[Collected data]
◆ ◆ ◆ ◆ ◆ ◆ ◆

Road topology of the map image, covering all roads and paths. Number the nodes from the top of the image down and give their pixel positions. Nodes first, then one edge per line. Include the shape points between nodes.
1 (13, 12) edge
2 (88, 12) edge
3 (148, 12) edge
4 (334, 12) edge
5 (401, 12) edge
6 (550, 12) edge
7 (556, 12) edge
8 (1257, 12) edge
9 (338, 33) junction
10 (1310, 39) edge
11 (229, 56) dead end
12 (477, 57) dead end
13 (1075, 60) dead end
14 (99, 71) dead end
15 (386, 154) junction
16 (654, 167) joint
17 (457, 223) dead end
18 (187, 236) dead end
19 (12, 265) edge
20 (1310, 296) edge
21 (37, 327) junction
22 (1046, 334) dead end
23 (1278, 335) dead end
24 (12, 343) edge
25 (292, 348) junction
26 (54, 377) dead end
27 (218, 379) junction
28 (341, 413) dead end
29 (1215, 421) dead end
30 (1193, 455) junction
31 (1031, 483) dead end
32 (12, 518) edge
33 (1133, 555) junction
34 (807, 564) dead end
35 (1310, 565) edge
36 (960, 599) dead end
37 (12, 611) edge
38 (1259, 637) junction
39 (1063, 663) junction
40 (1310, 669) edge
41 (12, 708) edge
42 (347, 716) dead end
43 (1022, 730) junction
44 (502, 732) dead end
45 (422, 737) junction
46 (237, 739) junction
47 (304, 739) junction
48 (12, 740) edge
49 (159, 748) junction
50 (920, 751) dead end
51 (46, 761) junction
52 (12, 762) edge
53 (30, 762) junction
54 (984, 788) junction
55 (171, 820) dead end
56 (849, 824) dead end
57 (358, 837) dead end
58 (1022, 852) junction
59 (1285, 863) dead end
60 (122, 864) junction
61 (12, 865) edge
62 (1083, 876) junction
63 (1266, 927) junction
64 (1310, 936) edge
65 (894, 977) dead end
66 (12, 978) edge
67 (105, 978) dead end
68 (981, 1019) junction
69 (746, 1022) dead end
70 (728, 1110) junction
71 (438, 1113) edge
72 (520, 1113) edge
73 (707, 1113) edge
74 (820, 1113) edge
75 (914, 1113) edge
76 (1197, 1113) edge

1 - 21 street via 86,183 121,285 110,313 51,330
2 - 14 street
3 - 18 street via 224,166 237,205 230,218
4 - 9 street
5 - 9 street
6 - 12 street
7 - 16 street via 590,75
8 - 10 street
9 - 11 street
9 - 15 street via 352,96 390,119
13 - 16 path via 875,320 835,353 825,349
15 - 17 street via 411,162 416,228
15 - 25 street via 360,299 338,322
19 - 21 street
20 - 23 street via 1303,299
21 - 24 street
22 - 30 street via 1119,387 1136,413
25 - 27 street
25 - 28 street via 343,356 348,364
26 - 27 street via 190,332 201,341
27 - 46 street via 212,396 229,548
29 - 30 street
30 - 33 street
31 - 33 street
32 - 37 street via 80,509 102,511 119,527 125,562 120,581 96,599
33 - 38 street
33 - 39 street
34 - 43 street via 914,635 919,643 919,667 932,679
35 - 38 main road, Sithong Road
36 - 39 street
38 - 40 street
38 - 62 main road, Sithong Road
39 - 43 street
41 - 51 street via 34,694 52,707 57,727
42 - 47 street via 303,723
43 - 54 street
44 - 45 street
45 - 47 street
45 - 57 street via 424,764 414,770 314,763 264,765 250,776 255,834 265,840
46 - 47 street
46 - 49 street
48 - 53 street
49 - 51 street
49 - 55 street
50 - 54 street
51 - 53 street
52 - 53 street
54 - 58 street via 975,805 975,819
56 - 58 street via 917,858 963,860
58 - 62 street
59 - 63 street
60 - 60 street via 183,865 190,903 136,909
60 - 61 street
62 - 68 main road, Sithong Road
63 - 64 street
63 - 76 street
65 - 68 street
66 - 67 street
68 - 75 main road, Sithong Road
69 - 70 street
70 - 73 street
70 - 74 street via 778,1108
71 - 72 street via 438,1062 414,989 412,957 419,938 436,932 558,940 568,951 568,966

◆ ◆ ◆ ◆ ◆ ◆ ◆

#### TASK PROMPT
What you return must match the records exactly, line for line.

#### WRITTEN ANSWER
Road topology of the map image, covering all roads and paths. Number the nodes from the top of the image down and give their pixel positions. Nodes first, then one edge per line. Include the shape points between nodes.
1 (13, 12) edge
2 (88, 12) edge
3 (148, 12) edge
4 (334, 12) edge
5 (401, 12) edge
6 (550, 12) edge
7 (556, 12) edge
8 (1257, 12) edge
9 (338, 33) junction
10 (1310, 39) edge
11 (229, 56) dead end
12 (477, 57) dead end
13 (1075, 60) dead end
14 (99, 71) dead end
15 (386, 154) junction
16 (654, 167) joint
17 (457, 223) dead end
18 (187, 236) dead end
19 (12, 265) edge
20 (1310, 296) edge
21 (37, 327) junction
22 (1046, 334) dead end
23 (1278, 335) dead end
24 (12, 343) edge
25 (292, 348) junction
26 (54, 377) dead end
27 (218, 379) junction
28 (341, 413) dead end
29 (1215, 421) dead end
30 (1193, 455) junction
31 (1031, 483) dead end
32 (12, 518) edge
33 (1133, 555) junction
34 (807, 564) dead end
35 (1310, 565) edge
36 (960, 599) dead end
37 (12, 611) edge
38 (1259, 637) junction
39 (1063, 663) junction
40 (1310, 669) edge
41 (12, 708) edge
42 (347, 716) dead end
43 (1022, 730) junction
44 (502, 732) dead end
45 (422, 737) junction
46 (237, 739) junction
47 (304, 739) junction
48 (12, 740) edge
49 (159, 748) junction
50 (920, 751) dead end
51 (46, 761) junction
52 (12, 762) edge
53 (30, 762) junction
54 (984, 788) junction
55 (171, 820) dead end
56 (849, 824) dead end
57 (358, 837) dead end
58 (1022, 852) junction
59 (1285, 863) dead end
60 (122, 864) junction
61 (12, 865) edge
62 (1083, 876) junction
63 (1266, 927) junction
64 (1310, 936) edge
65 (894, 977) dead end
66 (12, 978) edge
67 (105, 978) dead end
68 (981, 1019) junction
69 (746, 1022) dead end
70 (728, 1110) junction
71 (438, 1113) edge
72 (520, 1113) edge
73 (707, 1113) edge
74 (820, 1113) edge
75 (914, 1113) edge
76 (1197, 1113) edge

1 - 21 street via 86,183 121,285 110,313 51,330
2 - 14 street
3 - 18 street via 224,166 237,205 230,218
4 - 9 street
5 - 9 street
6 - 12 street
7 - 16 street via 590,75
8 - 10 street
9 - 11 street
9 - 15 street via 352,96 390,119
13 - 16 path via 875,320 835,353 825,349
15 - 17 street via 411,162 416,228
15 - 25 street via 360,299 338,322
19 - 21 street
20 - 23 street via 1303,299
21 - 24 street
22 - 30 street via 1119,387 1136,413
25 - 27 street
25 - 28 street via 343,356 348,364
26 - 27 street via 190,332 201,341
27 - 46 street via 212,396 229,548
29 - 30 street
30 - 33 street
31 - 33 street
32 - 37 street via 80,509 102,511 119,527 125,562 120,581 96,599
33 - 38 street
33 - 39 street
34 - 43 street via 914,635 919,643 919,667 932,679
35 - 38 main road, Sithong Road
36 - 39 street
38 - 40 street
38 - 62 main road, Sithong Road
39 - 43 street
41 - 51 street via 34,694 52,707 57,727
42 - 47 street via 303,723
43 - 54 street
44 - 45 street
45 - 47 street
45 - 57 street via 424,764 414,770 314,763 264,765 250,776 255,834 265,840
46 - 47 street
46 - 49 street
48 - 53 street
49 - 51 street
49 - 55 street
50 - 54 street
51 - 53 street
52 - 53 street
54 - 58 street via 975,805 975,819
56 - 58 street via 917,858 963,860
58 - 62 street
59 - 63 street
60 - 60 street via 183,865 190,903 136,909
60 - 61 street
62 - 68 main road, Sithong Road
63 - 64 street
63 - 76 street
65 - 68 street
66 - 67 street
68 - 75 main road, Sithong Road
69 - 70 street
70 - 73 street
70 - 74 street via 778,1108
71 - 72 street via 438,1062 414,989 412,957 419,938 436,932 558,940 568,951 568,966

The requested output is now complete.